───── Records to use ─────
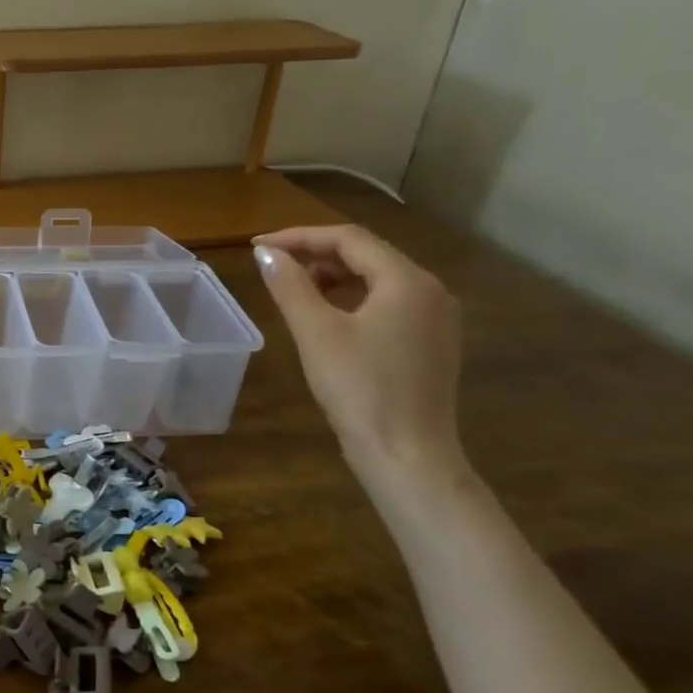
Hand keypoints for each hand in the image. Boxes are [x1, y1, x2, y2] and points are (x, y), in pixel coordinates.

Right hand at [253, 224, 464, 475]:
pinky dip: (353, 299)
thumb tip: (266, 254)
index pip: (348, 239)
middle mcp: (430, 290)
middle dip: (316, 255)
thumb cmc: (359, 389)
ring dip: (333, 277)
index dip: (298, 237)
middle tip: (272, 268)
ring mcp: (435, 319)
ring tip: (295, 292)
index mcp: (407, 281)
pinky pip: (388, 304)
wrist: (406, 455)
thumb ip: (290, 286)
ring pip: (377, 279)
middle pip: (367, 255)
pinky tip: (327, 318)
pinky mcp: (430, 344)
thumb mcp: (316, 332)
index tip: (258, 247)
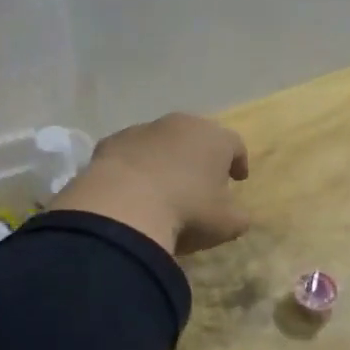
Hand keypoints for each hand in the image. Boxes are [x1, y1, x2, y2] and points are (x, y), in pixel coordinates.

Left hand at [51, 113, 250, 254]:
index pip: (234, 145)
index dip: (238, 162)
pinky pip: (130, 153)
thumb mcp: (226, 224)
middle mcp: (180, 124)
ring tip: (162, 187)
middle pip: (197, 136)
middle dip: (200, 156)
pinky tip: (130, 189)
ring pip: (161, 141)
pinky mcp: (111, 142)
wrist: (122, 209)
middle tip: (200, 181)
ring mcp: (142, 130)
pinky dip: (134, 165)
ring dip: (165, 158)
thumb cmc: (186, 212)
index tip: (237, 179)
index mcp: (214, 138)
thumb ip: (238, 217)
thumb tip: (237, 215)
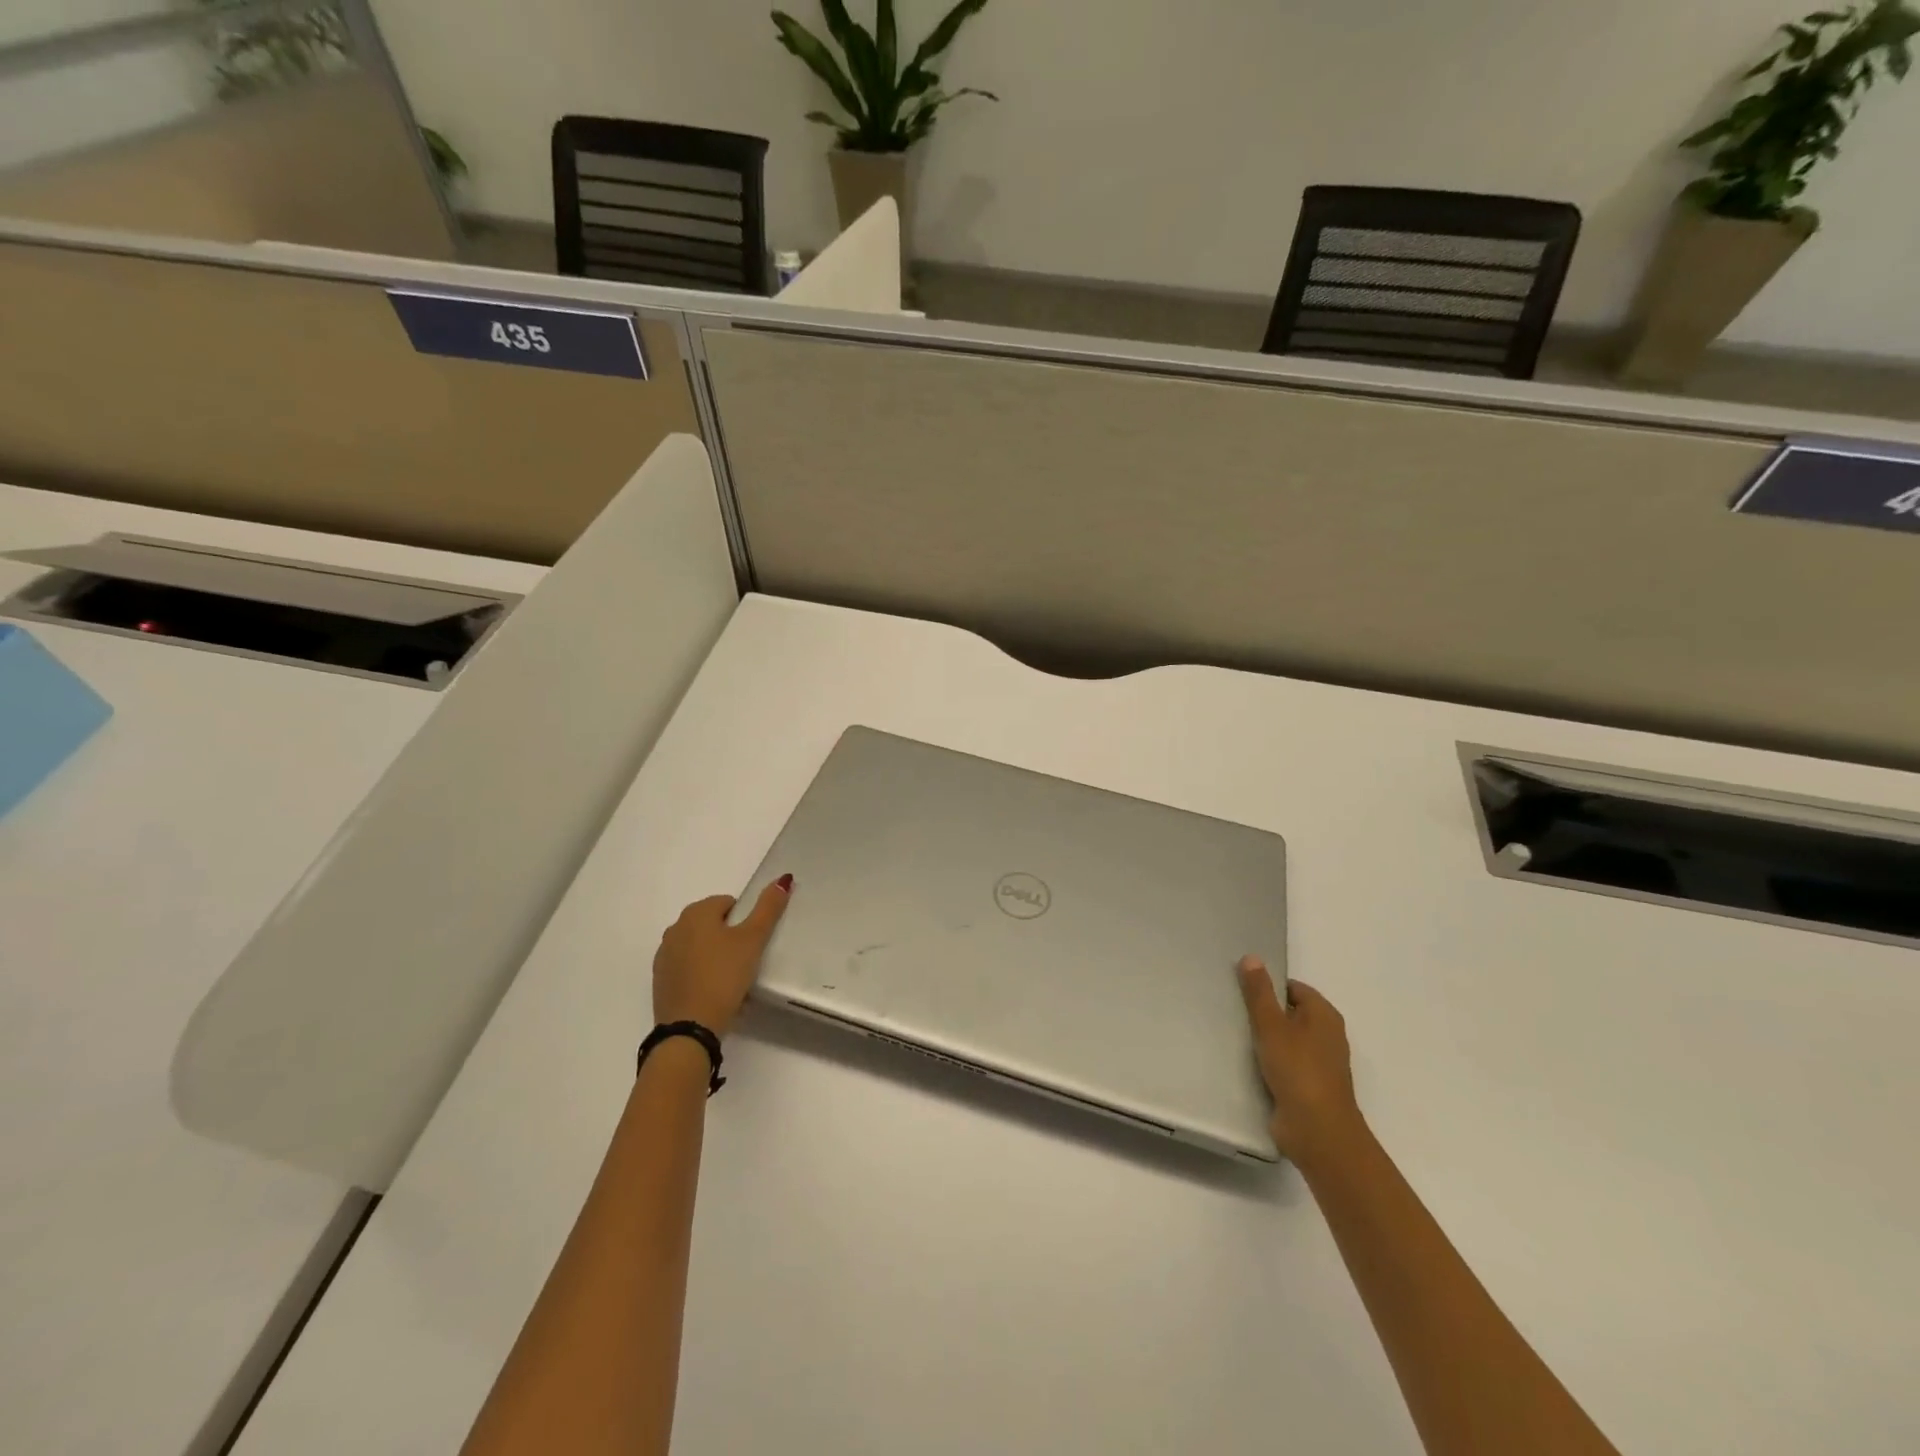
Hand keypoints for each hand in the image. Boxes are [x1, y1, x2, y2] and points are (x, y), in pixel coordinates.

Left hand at [652, 877, 791, 1035]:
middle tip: (745, 963)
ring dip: (715, 957)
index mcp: (696, 913)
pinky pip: (688, 968)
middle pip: (713, 924)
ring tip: (732, 981)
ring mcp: (664, 955)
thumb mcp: (753, 939)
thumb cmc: (724, 976)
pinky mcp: (661, 981)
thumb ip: (768, 907)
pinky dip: (701, 974)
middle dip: (730, 939)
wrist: (690, 1028)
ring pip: (700, 947)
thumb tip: (784, 878)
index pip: (728, 903)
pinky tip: (714, 993)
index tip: (752, 944)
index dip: (745, 921)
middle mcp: (675, 928)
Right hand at [1236, 957, 1364, 1166]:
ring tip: (1235, 1036)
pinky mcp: (1309, 1088)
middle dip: (1265, 1013)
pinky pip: (1285, 1065)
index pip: (1293, 988)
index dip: (1269, 987)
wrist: (1317, 1132)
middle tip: (1234, 1011)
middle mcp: (1327, 1036)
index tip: (1241, 991)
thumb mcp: (1271, 1024)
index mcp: (1324, 1015)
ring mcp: (1320, 1064)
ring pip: (1287, 1041)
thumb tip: (1252, 957)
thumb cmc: (1297, 1070)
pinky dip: (1270, 1063)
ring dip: (1266, 1040)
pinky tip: (1247, 1064)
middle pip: (1290, 1014)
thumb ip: (1259, 992)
─────
▶ _Exercise aim_: Drop the pictures and give every line above again exactly.

▶ _Answer box_:
Hand keypoints for each hand in the image. Boxes are [x1, y1, x2, y2] and points are (x, y), in pixel coordinates.

Right hand at [253, 224, 464, 475]:
pinky dip: (353, 299)
thumb tip: (266, 254)
index pip: (348, 239)
middle mcp: (430, 290)
middle dip: (316, 255)
thumb cmc: (359, 389)
ring dip: (333, 277)
index dip: (298, 237)
middle tip: (272, 268)
ring mcp: (435, 319)
ring tip: (295, 292)
index mcp: (407, 281)
pinky pip: (388, 304)
wrist: (406, 455)
thumb ip: (290, 286)
ring pip: (377, 279)
middle pip: (367, 255)
pinky tip: (327, 318)
pinky mcp: (430, 344)
thumb mcp: (316, 332)
index tip: (258, 247)
Hand keypoints for each hand in the image. Boxes are [x1, y1, x2, y2] and points are (x, y), in pixel coordinates.

Left hand at [51, 113, 250, 254]:
index pip: (234, 145)
index dip: (238, 162)
pinky pip: (130, 153)
thumb mcp: (226, 224)
middle mcp: (180, 124)
ring tip: (162, 187)
middle pip: (197, 136)
middle dip: (200, 156)
pinky tip: (130, 189)
ring pip: (161, 141)
pinky mcp: (111, 142)
wrist: (122, 209)
middle tip: (200, 181)
ring mcp: (142, 130)
pinky dip: (134, 165)
ring dip: (165, 158)
thumb cmc: (186, 212)
index tip: (237, 179)
index mcp: (214, 138)
thumb ip: (238, 217)
thumb tip: (237, 215)
Hand keypoints for each hand in the image. Boxes are [x1, y1, x2, y2] and points are (x, y), in pixel coordinates.

Left hand at [652, 877, 791, 1035]:
middle tip: (745, 963)
ring dip: (715, 957)
index mcp: (696, 913)
pinky pip: (688, 968)
middle pip: (713, 924)
ring tip: (732, 981)
ring mcp: (664, 955)
thumb mcp: (753, 939)
thumb cmc: (724, 976)
pinky mcp: (661, 981)
thumb ip: (768, 907)
pinky dip: (701, 974)
middle dip: (730, 939)
wrist: (690, 1028)
ring pip: (700, 947)
thumb tip: (784, 878)
index pip: (728, 903)
pinky tip: (714, 993)
index tip: (752, 944)
index dip: (745, 921)
middle mcp: (675, 928)
Right hand at [1236, 957, 1364, 1166]:
ring tip: (1235, 1036)
pinky mcp: (1309, 1088)
middle dip: (1265, 1013)
pinky pip: (1285, 1065)
index pip: (1293, 988)
index dip: (1269, 987)
wrist: (1317, 1132)
middle tip: (1234, 1011)
middle mcp: (1327, 1036)
index tip: (1241, 991)
thumb mcp: (1271, 1024)
index mcp: (1324, 1015)
ring mcp: (1320, 1064)
ring pip: (1287, 1041)
thumb tip: (1252, 957)
thumb cmc: (1297, 1070)
pinky dip: (1270, 1063)
ring dip: (1266, 1040)
pinky tip: (1247, 1064)
middle pip: (1290, 1014)
thumb ip: (1259, 992)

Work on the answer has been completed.